I enjoyed the company and friendship of others while on RT at the hospital but I would not wish my current experience on anyone.. At age 74, I find the side effects of RT very debilitating, any one who did not experience them, during, or after RT, is a very lucky man indeed.

Tamtoot

Really sorry you have been having such a tough time. All I can say is that even though things seems difficult now, it will get better over time.

These are very early days yet, but just try to think of positives, you have given your cancer a real battering.

There are those who have no problems, as others mentioned before you started. I think they are very lucky.
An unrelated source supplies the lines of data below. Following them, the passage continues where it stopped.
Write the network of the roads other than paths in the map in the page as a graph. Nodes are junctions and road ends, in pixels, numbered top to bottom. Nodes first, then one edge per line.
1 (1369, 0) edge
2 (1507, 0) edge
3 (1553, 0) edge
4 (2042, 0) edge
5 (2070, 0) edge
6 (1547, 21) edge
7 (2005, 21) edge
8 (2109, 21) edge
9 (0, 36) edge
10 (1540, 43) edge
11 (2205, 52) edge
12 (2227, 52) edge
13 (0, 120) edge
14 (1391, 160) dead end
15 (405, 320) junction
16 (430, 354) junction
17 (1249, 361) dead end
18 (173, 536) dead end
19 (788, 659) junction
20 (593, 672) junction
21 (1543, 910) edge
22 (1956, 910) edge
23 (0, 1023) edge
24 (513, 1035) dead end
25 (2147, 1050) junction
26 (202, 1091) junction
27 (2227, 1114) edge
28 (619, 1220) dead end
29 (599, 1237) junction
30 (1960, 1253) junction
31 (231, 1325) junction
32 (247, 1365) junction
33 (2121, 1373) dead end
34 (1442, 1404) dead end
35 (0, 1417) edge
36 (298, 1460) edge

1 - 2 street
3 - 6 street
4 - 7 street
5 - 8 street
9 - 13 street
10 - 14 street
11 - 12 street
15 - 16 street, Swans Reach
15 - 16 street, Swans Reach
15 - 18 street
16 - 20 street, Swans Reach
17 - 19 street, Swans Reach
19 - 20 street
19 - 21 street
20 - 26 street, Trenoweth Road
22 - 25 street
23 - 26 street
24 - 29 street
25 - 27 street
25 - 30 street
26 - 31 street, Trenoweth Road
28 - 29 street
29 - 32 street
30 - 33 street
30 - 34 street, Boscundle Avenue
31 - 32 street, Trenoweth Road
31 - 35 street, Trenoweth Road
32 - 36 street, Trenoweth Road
Even though I had a bit of a difficult time, I was happy I had the chance to have it done.

I've said before, I'm prepared to do what's necessary to fight this disease.
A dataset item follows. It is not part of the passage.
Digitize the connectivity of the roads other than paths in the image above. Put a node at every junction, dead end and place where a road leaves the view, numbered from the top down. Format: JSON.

Things will improve over time.

Stay strong.

All the Best,

Steve

Stuc,

I think you are on to something there. Having looked it up on the internet, it would appear by my drinking too much water I may have induced Hyponatremia which could have caused some of the problems I had encountered over the last week or so, such as:

• Nausea.
• Headache.
• Confusion.
• Loss of energy and fatigue.
• Restlessness and irritability.
• Muscle weakness, spasms or cramps.

Good advice. Thank you

There is no need to apologise  Your problem may not be as serious as someones else problem, but, it is nonetheless significant for you.

Glad to read that things are moving for you.

atb

dave

Hi All,

  I should start off by saying that my experience was extremely rare (I understand) and no one should feel this is an common or likely side effect of RT but perhaps worth mentioning as all knowledge helps.

  I was a bit concerned about my ability for follow the bowl emptying regime as I have suffered from constipation from as far as I can remember, so I was quite keen to follow the requirements as outlined to me.

  I was warned , beforehand (as we are) to expect blood and mucus in my stools. So after the first week when what seemed copious amounts of blood appeared in the bowl I was a bit complacent, however it turned into a situation more like stools in my blood. So much that I was concerned about anemia.

  It turned into something a bit scary so I brought it to the attention of the staff and then followed various tests.

  The upshot was that it appeared to be haemorroids which I had previously been unaware of suffering from. However from that point the external symptoms of piles appeared 

The likely cause was that I had taken to the bowl emptying routine too enthusiastically. My  RT hospital had a policy of randomising the daily appoinments to ensure fairness so the routine had happen anytime between 07:00 and 18:00 depending on that day's appointment.

  I was taken off the dispensed enemas and changed my diet and it halted the deluge. I had one more bout of severe bleeding before the RT ended. 

  I was told that I would have a  Sigmography once things settled down post-RT but as often in the ways of these things, it never happened.  This diagnosis of haemorroids seems reasonable enough so I didn't chase it it.

  My RT was almost a year ago now and although the PSA results could be better, one positive outcome it that my constipation seems a thing of the past and I am now like clockwork! There is still the occasional small amount of mucus but I take that positively, as a sign that the RT is still working.